The protocol is designed to connect two processes over a UNIX socket - an ei client and an EIS implementation (typically a Wayland compositor).

flowchart LR;
    subgraph EIS implementation
      socket[[ei.socket]]
    end
    c1[ei client 1] -- ei protocol --> socket
    c2[ei client 2] -- ei protocol --> socket

The protocol is asynchronous and object-oriented. Each object on the wire supports zero or more requests and zero or more events. Requests are messages sent from an ei client to an EIS implementation, events are messages sent from the EIS implementation to the client.

flowchart LR;
    ei -- request --> eis
    eis -- event --> ei

Objects are identified by a unique object ID, assigned at creation of the object. The type of an object is defined by its interface and agreed on at object creation. Each object has exactly one interface, but there may be multiple objects with that interface. For example, a compositor may create multiple objects with the ei_device interface.

All data on the protocol (e.g. object IDs) is private to that client’s connection.

The ei protocol is modelled closely after the Wayland protocol, but it is not binary compatible.

Wire Format

The wire format consists of a 3-element header comprising the object-id of the object, the length of the message and the opcode representing the message itself.
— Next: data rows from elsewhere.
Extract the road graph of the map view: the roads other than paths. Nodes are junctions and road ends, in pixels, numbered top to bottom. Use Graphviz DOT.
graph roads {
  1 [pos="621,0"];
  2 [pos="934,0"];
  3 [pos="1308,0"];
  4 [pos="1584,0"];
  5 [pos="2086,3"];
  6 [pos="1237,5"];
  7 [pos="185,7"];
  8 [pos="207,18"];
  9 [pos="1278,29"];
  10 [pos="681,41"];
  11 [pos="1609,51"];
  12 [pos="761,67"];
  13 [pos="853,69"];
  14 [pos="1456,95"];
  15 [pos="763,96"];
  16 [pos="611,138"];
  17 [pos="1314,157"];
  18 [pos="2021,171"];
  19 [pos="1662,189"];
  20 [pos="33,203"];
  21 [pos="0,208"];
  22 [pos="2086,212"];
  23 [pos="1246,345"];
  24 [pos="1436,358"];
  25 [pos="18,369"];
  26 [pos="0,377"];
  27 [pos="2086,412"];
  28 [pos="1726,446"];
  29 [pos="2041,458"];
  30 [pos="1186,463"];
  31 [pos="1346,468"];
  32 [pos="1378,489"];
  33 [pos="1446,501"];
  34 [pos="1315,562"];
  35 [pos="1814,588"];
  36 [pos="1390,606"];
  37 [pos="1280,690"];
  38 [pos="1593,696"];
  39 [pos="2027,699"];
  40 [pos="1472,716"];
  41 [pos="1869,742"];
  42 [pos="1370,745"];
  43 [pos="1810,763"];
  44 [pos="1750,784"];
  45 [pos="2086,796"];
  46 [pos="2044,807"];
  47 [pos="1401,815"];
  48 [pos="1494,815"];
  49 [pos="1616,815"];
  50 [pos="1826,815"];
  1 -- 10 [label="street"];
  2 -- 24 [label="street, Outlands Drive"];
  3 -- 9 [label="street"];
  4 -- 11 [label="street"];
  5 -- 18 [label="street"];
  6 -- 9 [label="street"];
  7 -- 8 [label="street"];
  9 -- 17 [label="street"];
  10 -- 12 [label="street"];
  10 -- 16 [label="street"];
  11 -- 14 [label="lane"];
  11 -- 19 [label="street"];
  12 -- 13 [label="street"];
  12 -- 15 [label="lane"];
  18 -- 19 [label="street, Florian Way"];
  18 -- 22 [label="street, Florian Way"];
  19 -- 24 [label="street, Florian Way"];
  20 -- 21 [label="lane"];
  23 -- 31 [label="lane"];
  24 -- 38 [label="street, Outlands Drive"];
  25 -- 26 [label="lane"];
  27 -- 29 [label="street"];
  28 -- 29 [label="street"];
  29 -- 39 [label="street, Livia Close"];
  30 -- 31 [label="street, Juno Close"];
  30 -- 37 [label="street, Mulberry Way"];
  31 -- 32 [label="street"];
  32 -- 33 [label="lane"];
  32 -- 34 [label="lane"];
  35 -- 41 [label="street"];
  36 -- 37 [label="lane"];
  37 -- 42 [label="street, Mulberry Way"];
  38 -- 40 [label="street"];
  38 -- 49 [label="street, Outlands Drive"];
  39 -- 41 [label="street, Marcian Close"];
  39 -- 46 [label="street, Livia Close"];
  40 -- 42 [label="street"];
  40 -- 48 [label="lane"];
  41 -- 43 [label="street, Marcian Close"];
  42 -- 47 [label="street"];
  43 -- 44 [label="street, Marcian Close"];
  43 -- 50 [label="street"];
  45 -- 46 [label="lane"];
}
byte:     |0         |4         |8        |12        |16
content:  |object-id            |length   |opcode    |...

Where:

  • object-id is one 64-bit unsigned integer that uniquely identifies the object sending the request/event. The object-id 0 is reserved for the special ei_handshake object.
  • length is a 32-bit integer that specifies the length of the message in bytes, including the 16 header bytes for object-id, length and opcode.
  • opcode is a 32-bit integer that specifies the event or request-specific opcode, starting at 0. Requests and events have overlapping opcode ranges, i.e. the first request and the first event both have opcode 0.

The header is followed by the message-specific arguments (if any). All arguments are 4 bytes or padded to a multiple of 4 bytes.

All integers are in the EIS implementation’s native byte order.

Version negotiation

For objects to be created, the EIS implementation and the client must agree on a supported version for each object. This agreement happens during the initial setup in ei_handshake

  • the client notifies the EIS implementation of the highest supported version for an interface, e.g. in the ei_handshake.interface_version request
  • the EIS implementation responds by selecting the highest version the EIS implementation supports but not higher than the client version. It may notify the client of that version before ei_handshake.connection.

An exception to this is the ei_handshake.handshake_version request and event where the EIS implementation initializes the version exchange and thus the client picks the version number.

In both cases, the version number used is simply v = min(eis_version, client_version).

Whenever an object is created, the version number of that object must be sent in the corresponding request or event.